# Color of dog's nails



## Enzos_Mom (Apr 8, 2010)

I've heard people mention that their dogs had black nails or had light nails. Does anybody else's dog have light nails with a black stripe down the top? That's how Enzo's are and I've never seen that on any other dogs.


----------



## RedDogs (Jan 30, 2010)

There are all sorts of variations. I've seen dogs with nails partially one color.
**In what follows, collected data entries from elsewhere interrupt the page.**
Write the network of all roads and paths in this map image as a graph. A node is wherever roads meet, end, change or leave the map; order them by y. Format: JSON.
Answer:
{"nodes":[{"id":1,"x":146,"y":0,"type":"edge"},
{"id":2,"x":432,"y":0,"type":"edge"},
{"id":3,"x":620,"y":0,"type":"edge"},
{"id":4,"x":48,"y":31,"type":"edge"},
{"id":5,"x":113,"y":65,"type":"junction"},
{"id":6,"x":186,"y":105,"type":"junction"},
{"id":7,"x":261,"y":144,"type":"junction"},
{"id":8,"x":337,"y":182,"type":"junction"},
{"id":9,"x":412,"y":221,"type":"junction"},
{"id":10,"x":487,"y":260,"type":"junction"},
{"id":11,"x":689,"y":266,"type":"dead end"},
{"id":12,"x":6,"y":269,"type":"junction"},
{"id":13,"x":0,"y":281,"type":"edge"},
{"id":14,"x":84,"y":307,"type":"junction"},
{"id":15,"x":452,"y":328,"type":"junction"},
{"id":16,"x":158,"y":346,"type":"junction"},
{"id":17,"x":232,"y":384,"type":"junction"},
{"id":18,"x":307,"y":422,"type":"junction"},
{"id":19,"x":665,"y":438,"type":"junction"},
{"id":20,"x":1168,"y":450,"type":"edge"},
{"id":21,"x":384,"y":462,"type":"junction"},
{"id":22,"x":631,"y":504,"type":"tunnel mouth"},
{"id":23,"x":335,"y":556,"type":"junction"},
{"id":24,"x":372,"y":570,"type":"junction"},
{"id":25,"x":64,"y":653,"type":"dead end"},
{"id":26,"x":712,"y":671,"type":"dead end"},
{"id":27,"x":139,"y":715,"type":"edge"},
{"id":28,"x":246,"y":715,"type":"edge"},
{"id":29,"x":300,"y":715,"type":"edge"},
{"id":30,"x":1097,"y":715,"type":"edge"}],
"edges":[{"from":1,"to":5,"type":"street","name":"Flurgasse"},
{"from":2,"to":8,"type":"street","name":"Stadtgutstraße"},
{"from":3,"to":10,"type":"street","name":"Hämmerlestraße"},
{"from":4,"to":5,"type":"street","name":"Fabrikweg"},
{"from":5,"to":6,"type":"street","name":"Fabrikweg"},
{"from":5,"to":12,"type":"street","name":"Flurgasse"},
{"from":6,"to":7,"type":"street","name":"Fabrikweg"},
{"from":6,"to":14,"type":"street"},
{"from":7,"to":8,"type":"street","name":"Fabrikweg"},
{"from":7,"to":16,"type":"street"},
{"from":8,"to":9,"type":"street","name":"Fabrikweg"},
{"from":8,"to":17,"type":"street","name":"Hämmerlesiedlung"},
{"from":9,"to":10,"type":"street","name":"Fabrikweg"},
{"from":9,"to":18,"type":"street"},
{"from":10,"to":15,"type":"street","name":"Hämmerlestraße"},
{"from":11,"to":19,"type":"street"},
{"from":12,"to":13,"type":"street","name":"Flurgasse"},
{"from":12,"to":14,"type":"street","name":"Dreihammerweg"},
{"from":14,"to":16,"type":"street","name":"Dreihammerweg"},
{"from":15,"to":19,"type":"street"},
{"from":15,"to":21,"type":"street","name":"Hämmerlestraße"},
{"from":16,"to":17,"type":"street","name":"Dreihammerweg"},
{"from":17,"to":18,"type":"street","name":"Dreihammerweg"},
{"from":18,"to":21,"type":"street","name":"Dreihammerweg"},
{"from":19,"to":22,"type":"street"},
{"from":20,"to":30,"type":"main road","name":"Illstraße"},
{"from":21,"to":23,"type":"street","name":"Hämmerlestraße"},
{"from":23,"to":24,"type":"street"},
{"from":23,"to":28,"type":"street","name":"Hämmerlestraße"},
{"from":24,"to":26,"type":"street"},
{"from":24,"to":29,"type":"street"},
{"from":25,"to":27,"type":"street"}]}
My 2yo has stripes too. They were especially cute when he was a tiny puppy!


----------



## pix (Jun 18, 2010)

Vash's nails are the same, in the back at least. They almost seem completely black in the front! Thankfully they are partially clear - makes it easy to clip them


----------



## firedancer722 (Apr 12, 2010)

Charlie's nails are a kind of slightly opaque-ish tan color - I guess that's supposed to be the "clear" type, but my parents' Jack Russell Terrier has the black stripe thing on some of his nails. I think they're cute!


----------



## nixietink (Apr 3, 2008)

Vito's are exactly the same way as you described Enzo's!


----------



## BearValley (Nov 30, 2008)

Enzos_Mom said:


> I've heard people mention that their dogs had black nails or had light nails. Does anybody else's dog have light nails with a black stripe down the top? That's how Enzo's are and I've never seen that on any other dogs.


Cool! "Racing Nails!"

:curtain:

.


----------



## momtoMax (Apr 21, 2009)

Max's were just like that. Checking now...as a grown up they are just clear.


----------



## lovemydoggiesx2 (Sep 5, 2010)

Bobbie has clear or pinkish with the stripe down the top...its cute..=)


----------